What to work on:
Using the data beneath, show every line that includes the word "dash".

Material for this task:
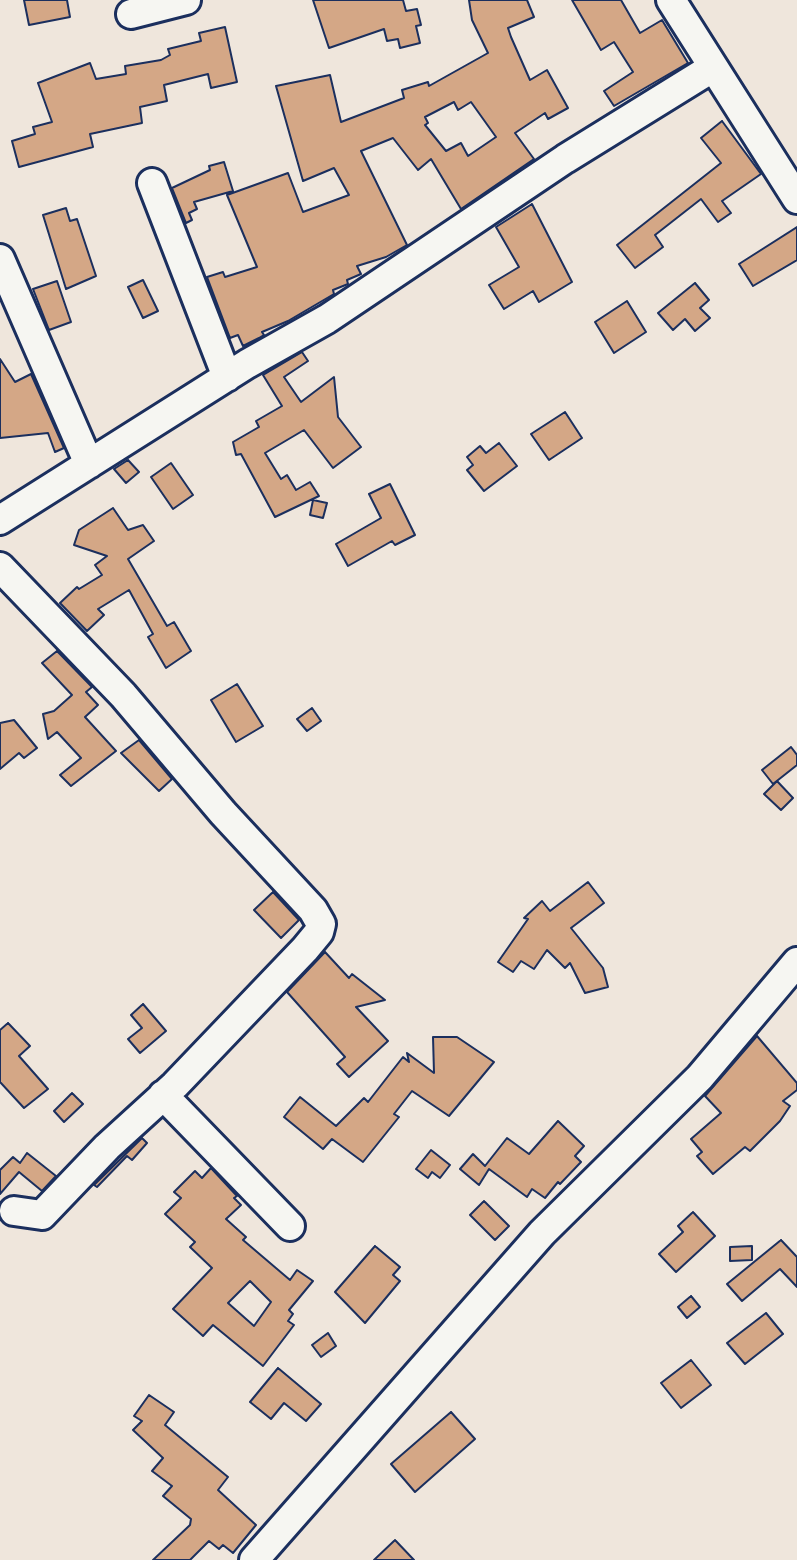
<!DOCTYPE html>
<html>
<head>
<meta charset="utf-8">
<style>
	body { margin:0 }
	canvas { display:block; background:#efe6dc }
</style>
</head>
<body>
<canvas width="797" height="1560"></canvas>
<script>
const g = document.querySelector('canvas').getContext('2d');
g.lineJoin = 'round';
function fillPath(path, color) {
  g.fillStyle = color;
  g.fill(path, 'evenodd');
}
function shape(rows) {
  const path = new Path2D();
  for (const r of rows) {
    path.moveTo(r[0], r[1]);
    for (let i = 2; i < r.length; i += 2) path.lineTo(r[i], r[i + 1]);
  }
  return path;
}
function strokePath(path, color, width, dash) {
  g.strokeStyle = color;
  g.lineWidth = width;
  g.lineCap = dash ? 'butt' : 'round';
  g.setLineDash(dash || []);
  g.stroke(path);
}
const building = shape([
	[24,0,67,0,70,17,29,25,24,0],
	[313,0,403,0,406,11,417,9,421,25,416,26,420,43,400,48,398,39,387,41,384,29,329,48,313,0],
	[469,0,527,0,534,17,508,28,511,37,530,80,547,70,568,108,548,119,545,113,515,133,534,159,461,209,431,159,418,170,393,138,361,151,407,245,386,257,357,266,361,274,347,280,348,284,333,290,334,294,288,321,262,332,264,335,259,338,243,346,238,335,230,338,207,277,223,272,225,277,257,267,227,195,288,173,303,212,349,195,334,168,303,181,276,86,330,75,341,122,404,98,402,90,428,82,429,86,488,53,472,20,469,0],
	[454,102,458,110,471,102,496,137,468,156,461,143,446,151,425,125,428,123,425,117,454,102],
	[572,0,621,0,640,33,662,20,688,63,614,106,604,91,633,72,614,42,601,50,572,0],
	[225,27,237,82,211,88,208,74,164,85,167,101,140,107,142,123,90,134,93,147,19,167,12,141,35,134,33,127,52,122,38,83,90,63,96,79,126,74,125,66,161,60,170,55,168,49,201,41,199,33,225,27],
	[722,121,761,174,722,201,731,213,718,222,701,199,655,235,663,247,635,268,617,245,721,163,701,138,722,121],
	[224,162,233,191,194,202,197,209,189,213,192,220,186,223,172,188,210,170,209,166,224,162],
	[532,204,572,282,539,302,533,291,504,309,489,285,519,267,496,227,532,204],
	[66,208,70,221,77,219,96,276,66,289,43,215,66,208],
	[797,227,797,260,753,286,739,264,797,227],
	[143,280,158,311,143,318,128,287,143,280],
	[57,281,71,322,49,330,33,289,57,281],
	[695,283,709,300,700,308,710,318,695,331,685,319,673,330,658,313,695,283],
	[627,301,646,332,614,353,595,322,627,301],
	[302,352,308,361,284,377,301,402,334,377,338,417,361,447,333,468,304,430,265,453,281,479,287,475,296,490,310,482,319,496,275,517,241,454,236,455,233,442,259,427,256,421,282,406,263,375,302,352],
	[0,359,15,382,31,374,64,448,55,452,48,433,0,438,0,359],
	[565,412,582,438,549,460,531,434,565,412],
	[499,443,517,466,484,491,467,470,473,465,467,457,480,446,486,453,499,443],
	[128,460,139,472,126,483,114,469,128,460],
	[171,463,193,495,173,509,151,477,171,463],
	[390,484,415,535,395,545,392,541,348,566,336,544,381,518,369,494,390,484],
	[313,500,327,503,323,518,310,515,313,500],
	[113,508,128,530,143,525,154,541,128,559,167,626,174,622,191,651,166,668,148,637,153,634,129,590,98,609,104,615,87,631,60,603,77,587,79,589,102,575,95,565,107,556,74,545,79,530,113,508],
	[57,651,92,687,86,692,98,705,85,717,116,751,71,786,60,775,81,758,57,732,48,739,43,714,54,711,72,695,42,663,57,651],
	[237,684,263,726,236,742,211,700,237,684],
	[312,708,321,721,307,731,297,719,312,708],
	[14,720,37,748,24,758,19,753,0,769,0,723,14,720],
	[139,740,172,779,159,791,121,753,139,740],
	[791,747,797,755,797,765,773,784,762,770,791,747],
	[777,781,793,798,781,810,764,794,777,781],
	[588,882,604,903,571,928,603,968,608,987,585,993,570,963,565,968,547,950,534,969,521,961,513,972,498,962,528,919,524,918,542,901,550,911,588,882],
	[273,892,299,920,281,938,254,910,273,892],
	[325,952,349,978,352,974,385,1000,356,1007,388,1041,349,1077,337,1064,345,1057,287,992,325,952],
	[143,1004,166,1031,140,1053,128,1039,142,1028,131,1015,143,1004],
	[8,1023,30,1046,19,1056,48,1089,24,1108,0,1082,0,1030,8,1023],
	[757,1036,797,1083,797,1090,783,1101,790,1106,780,1121,750,1151,745,1147,713,1174,697,1156,702,1152,691,1139,721,1113,705,1096,757,1036],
	[433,1037,457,1037,494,1062,449,1116,412,1091,394,1114,399,1117,363,1162,332,1139,323,1149,284,1117,300,1097,336,1126,364,1098,368,1102,403,1057,409,1062,407,1053,434,1073,433,1037],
	[72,1093,83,1104,64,1122,54,1111,72,1093],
	[558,1121,584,1146,575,1156,581,1162,560,1184,558,1182,545,1198,532,1189,527,1197,489,1169,479,1185,460,1169,473,1154,485,1166,507,1138,529,1154,558,1121],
	[142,1138,147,1143,132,1160,127,1156,97,1187,94,1185,142,1138],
	[431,1150,450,1165,440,1178,432,1172,428,1178,416,1169,431,1150],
	[27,1153,56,1176,42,1191,19,1172,0,1194,0,1170,13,1157,20,1163,27,1153],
	[211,1168,237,1196,234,1198,241,1205,226,1219,246,1237,243,1240,290,1280,297,1270,313,1281,289,1310,293,1314,288,1321,294,1325,263,1366,213,1325,203,1336,173,1309,212,1268,190,1247,195,1242,165,1214,181,1198,174,1192,195,1171,202,1178,211,1168],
	[250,1281,271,1302,254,1326,228,1303,250,1281],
	[484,1201,509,1226,495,1240,470,1215,484,1201],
	[693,1212,715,1236,676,1272,659,1254,683,1232,678,1226,693,1212],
	[781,1240,797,1257,797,1287,780,1269,742,1301,727,1284,781,1240],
	[375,1246,400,1267,393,1275,400,1281,365,1323,335,1292,375,1246],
	[752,1246,752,1260,730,1261,730,1247,752,1246],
	[691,1296,700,1307,687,1318,678,1307,691,1296],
	[766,1313,783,1334,745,1364,727,1343,766,1313],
	[328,1333,336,1346,321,1357,312,1345,328,1333],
	[691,1360,711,1385,681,1408,661,1383,691,1360],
	[278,1368,321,1404,306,1421,284,1403,271,1419,250,1402,278,1368],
	[149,1395,174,1412,165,1425,228,1477,218,1490,256,1525,233,1553,223,1545,219,1549,209,1541,190,1560,153,1560,190,1525,191,1519,163,1496,172,1486,152,1471,163,1458,133,1430,142,1421,134,1416,149,1395],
	[451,1412,475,1439,415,1492,391,1464,451,1412],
	[395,1540,414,1560,374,1560,395,1540]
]);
const minor = shape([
	[671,0,797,199],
	[131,14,186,0],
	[152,183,227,377],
	[0,259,89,464],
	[0,520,247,364,327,319,565,159,712,68],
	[0,567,123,695,223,813,313,910,321,924,319,932,305,949,175,1085,107,1147,42,1215,14,1211],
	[163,1095,290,1226],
	[254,1560,542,1233,700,1077,797,962]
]);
fillPath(building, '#d4a786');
strokePath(building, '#1b2f5e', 2);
strokePath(minor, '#1b2f5e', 34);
strokePath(minor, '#f6f6f2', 28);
</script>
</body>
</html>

Output of the task:
function strokePath(path, color, width, dash) {
  g.lineCap = dash ? 'butt' : 'round';
  g.setLineDash(dash || []);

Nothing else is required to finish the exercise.